井上ひさしさんの「ボローニャ紀行」
「イタリア半島は,長靴をはいた脚そっくりに見えるが,ではその長靴をはいているのは男か女か」.

井上ひさしさんは今年(2010年)4月9日に,肺がんで亡くなられた.享年75歳.早いものでもう8か月も経っている.私は決して熱心な読者ではなかったが,井上さんと同じ山形県出身,そして井上さんは高校時代を仙台で過ごしたことなどもあり,身近に感じる作家であった.もちろん,井上さんの代表作の一つであるNHKの人形劇「ひょっこりひょうたん島」(1964-69年に放送)は,リアルタイムに楽しんだ.もっとも,当時は作者が井上さんだとは全く知らなかったのだが.
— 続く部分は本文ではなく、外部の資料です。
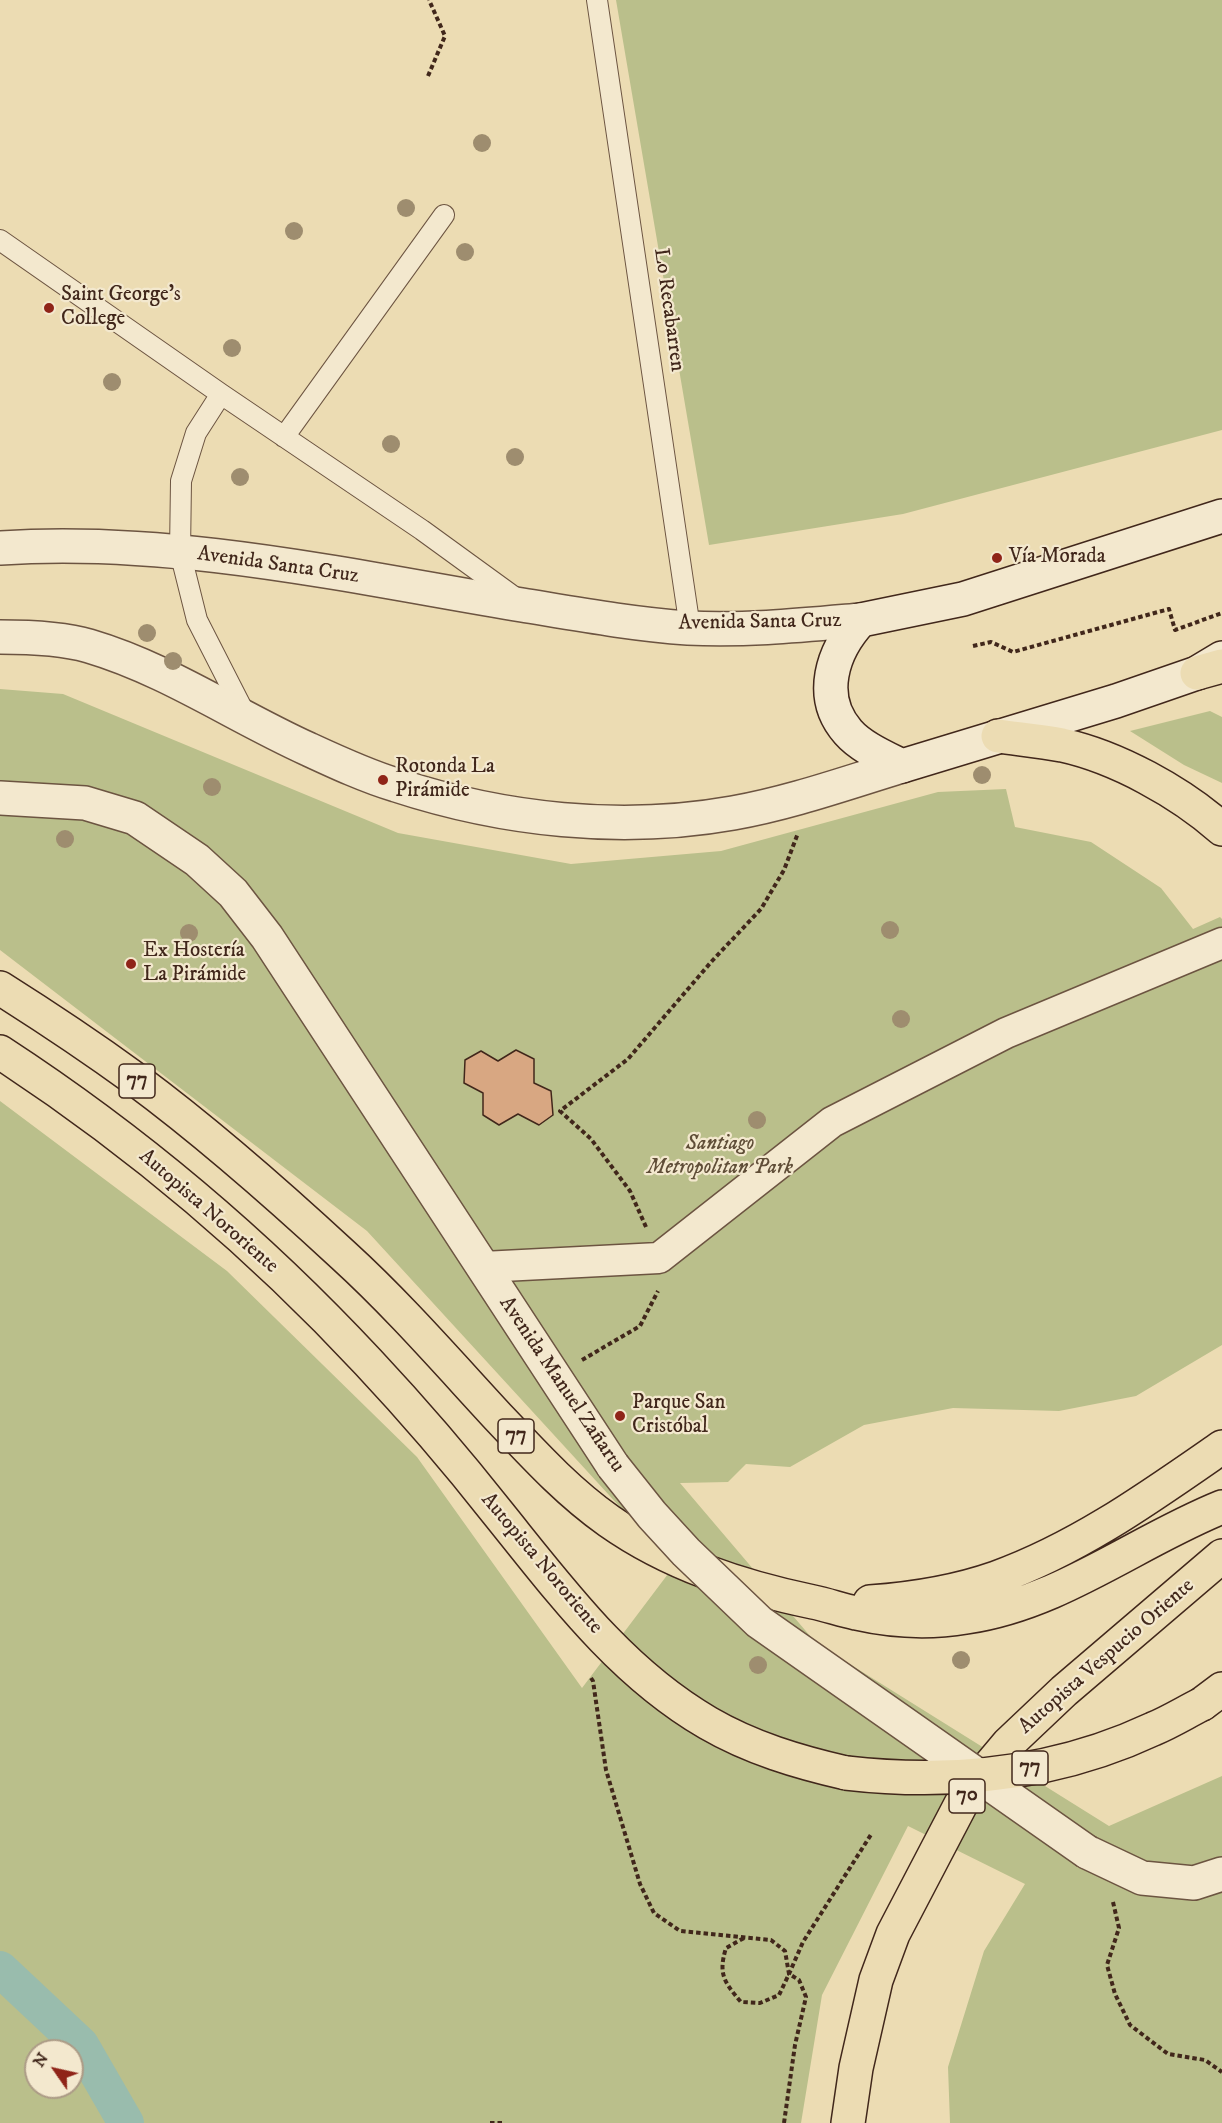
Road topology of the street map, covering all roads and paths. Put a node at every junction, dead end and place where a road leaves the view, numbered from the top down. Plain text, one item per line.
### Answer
1 (429, 0) edge
2 (597, 0) edge
3 (428, 76) dead end
4 (444, 215) dead end
5 (0, 240) edge
6 (221, 394) junction
7 (284, 438) junction
8 (1222, 516) edge
9 (0, 548) edge
10 (180, 552) junction
11 (525, 605) junction
12 (1222, 613) edge
13 (861, 620) junction
14 (690, 628) junction
15 (0, 637) edge
16 (974, 646) dead end
17 (1214, 666) edge
18 (247, 719) junction
19 (998, 736) junction
20 (902, 766) junction
21 (0, 798) edge
22 (1222, 829) edge
23 (799, 830) dead end
24 (1222, 943) edge
25 (0, 988) edge
26 (0, 1052) edge
27 (630, 1191) dead end
28 (483, 1267) junction
29 (661, 1286) dead end
30 (554, 1376) junction
31 (1222, 1447) edge
32 (1222, 1507) edge
33 (1222, 1556) edge
34 (820, 1604) junction
35 (586, 1672) dead end
36 (1215, 1695) edge
37 (872, 1833) dead end
38 (1089, 1854) junction
39 (1222, 1874) edge
40 (744, 1938) junction
41 (789, 1974) junction
42 (1222, 2072) edge
43 (490, 2123) edge
44 (502, 2123) edge
45 (784, 2123) edge
46 (848, 2123) edge

1 - 3 path
2 - 14 lane, Lo Recabarren
4 - 7 lane
5 - 6 lane
6 - 7 lane
6 - 10 lane, Avenida Santa Cruz
7 - 11 lane
8 - 13 street, Avenida Santa Cruz
9 - 10 street, Avenida Santa Cruz
10 - 11 street, Avenida Santa Cruz
10 - 18 lane, Avenida Santa Cruz
11 - 14 street, Avenida Santa Cruz
12 - 16 path
13 - 14 street, Avenida Santa Cruz
13 - 20 street
15 - 18 street
17 - 19 street
18 - 20 street
19 - 20 street
19 - 22 highway
21 - 28 street, Avenida Manuel Zañartu
23 - 27 path
24 - 28 street
25 - 34 highway, 77
26 - 36 highway, Autopista Nororiente / 77, bridge
28 - 30 street, Avenida Manuel Zañartu
29 - 30 path
30 - 38 street, Avenida Manuel Zañartu, bridge
31 - 34 highway
32 - 34 highway
33 - 46 highway, Autopista Vespucio Oriente / 70
35 - 40 path
37 - 41 path
38 - 39 street, Avenida Manuel Zañartu
38 - 42 path
40 - 41 path
40 - 41 path
41 - 45 path
43 - 44 path

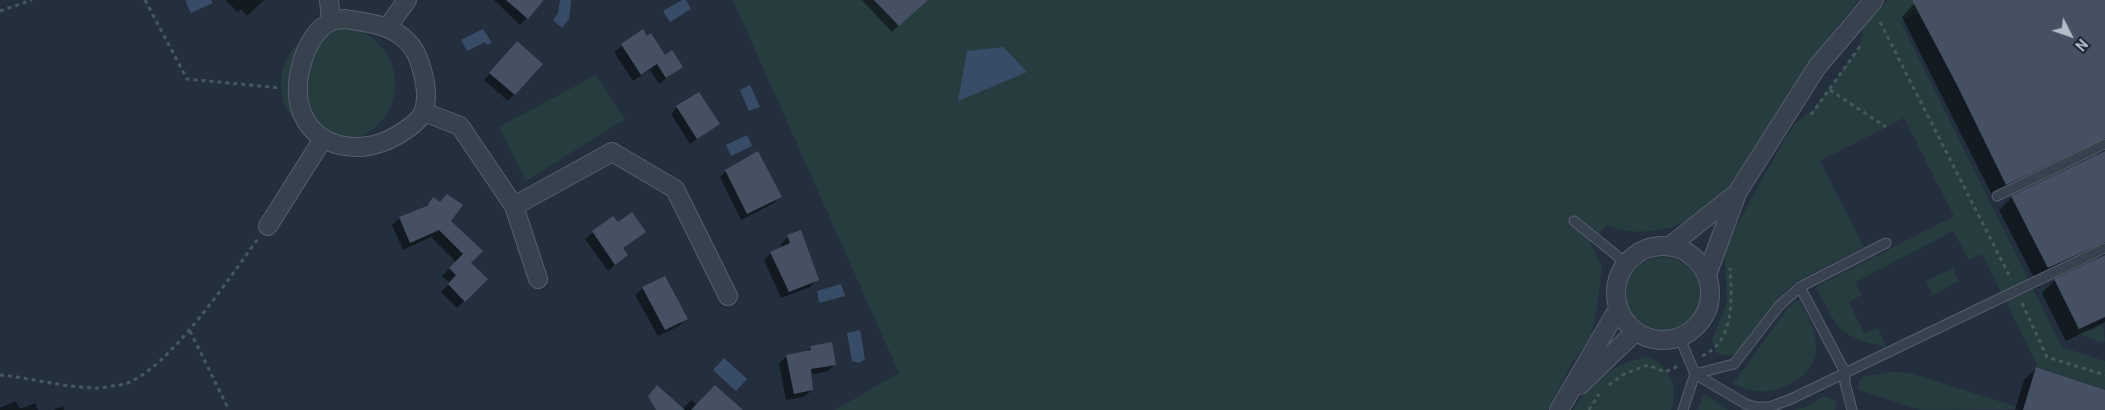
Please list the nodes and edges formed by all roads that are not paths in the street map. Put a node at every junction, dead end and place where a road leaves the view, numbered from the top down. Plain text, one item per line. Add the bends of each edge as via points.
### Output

また,井上さんの長編小説,「吉里吉里人」(新潮社,1981年,834ページ)は出版直後に読んでいた.説明するまでもなく,吉里吉里(きりきり)は地名で,岩手県の大槌町の北にある集落である.そのあたり一帯が,日本から独立する話であるが,国とは何なのかを考えさせる話であった.

そう,大槌町には,海洋学をやっている私たちになじみのある東京大学海洋研究所の大槌臨海研究センター(現在の東京大学大気海洋研究所国際沿岸海洋研究センター)がある.この敷地内の海側(大槌湾)へ突き出た突堤の先に,小さな,本当に小さな,幅も長さも10mに満たない蓬莱島(ほうらいじま)がある.この島が「ひょっこりひょうたん島」のモデルと言われている.

閑話休題.さて,この(2010年)10月のある日,東京出張の折に仙台駅の本屋で見つけたのが「ボローニャ紀行」(文春文庫,2010年3月,253ページ)であった.出張には,いつもカバンに1-2冊の本を入れて出るのだが,その日はすっかり忘れたのであった.最近,こういうことが頻繁に起こる.困ったものです.

さて,ボローニャと聞くと,大学人は西暦1088年に,ヨーロッパ初の大学(ボローニャ大学)が創設された街であることを思い出す.そのようなこともあり,この本を手に取った.ページをめくると,冒頭に引用した文が,この本の最初の文章であった.

さて,この本,「紀行」と題しているので旅行記のような印象であるのだが,もちろんその要素も入っているが,ボローニャの歴史や現在進められている都市再生への努力が紹介されている.むしろ,井上さんは,「ボローニャ方式」と呼ばれ,世界中から注目されているこの都市再生の,理念や住民の努力を紹介したかったのではなかろうか.そう,優れたルポルタージュの本なのである.

井上さんのボローニャへの入れ込み,そしてこだわりは,次の文章からうかがえる.

「二〇〇三年十二月初旬,三十年間の机上の勉強でいまでは恋人よりも慕わしい存在となったそのボローニャへいそいそと,恋する街へ敬意を表わすためにボローニャの名産品,秘蔵のテストニーニのカバンを肩にかけて颯爽と,わたしは成田を発ちました.(略)」(「テストーニの鞄」,pp.10-11)

すなわち,そのきっかけは何であったのかは分からないが,井上さんはボローニャを長年にわたり調べていたのである.

さて,全く知らなかったのだが,ボローニャは製品を包装する精密機械製造の一大拠点なのだそうだ.ティーバッグを作る器械のほぼすべてがここで作られている.以前はティーバッグの袋と糸をホチキスで留めていたのだが,日本茶のティーバッグを注文されたとき,ホチキスでは金気(かなけ)臭いというクレームがあり,糸で結んだのだそうだ.今では世界中でこの仕様となっているらしい(「街の動力」,pp.63-74).

また,ドイツ・ナチス軍とイタリアのムッソリーニ率いるファッショ軍双方に対して,レジスタンス運動を行い,大きな犠牲を払いつつも最終的には勝利しているのも,ここボローニャの地であったという(「そのとき,坊やは,背後から射たれた」,pp.156-166).

この本を読んで,ボローニャの人たちがうらやましくなった.まず,実に前向きなのである.そして,確かな理念のもとに,新しいことにチャレンジしているのである.一言で言えば,過去の歴史が人々にそうさせているのかもしれない.

ボローニャの街は赤レンガの建物で埋め尽くされているらしい.機会があったら,この本を手に,訪問したいものである.この本,皆さんにお薦めの一冊である.

さて,冒頭の問題に戻る.あなたの答えは,男,女,どっちだったろうか.答えは,そう,男なのである.その理由を知りたいですって.知りたい方は,どうぞこの本を読んでください.井上さんが記している理由をここに書くのはねー,ためらいますので.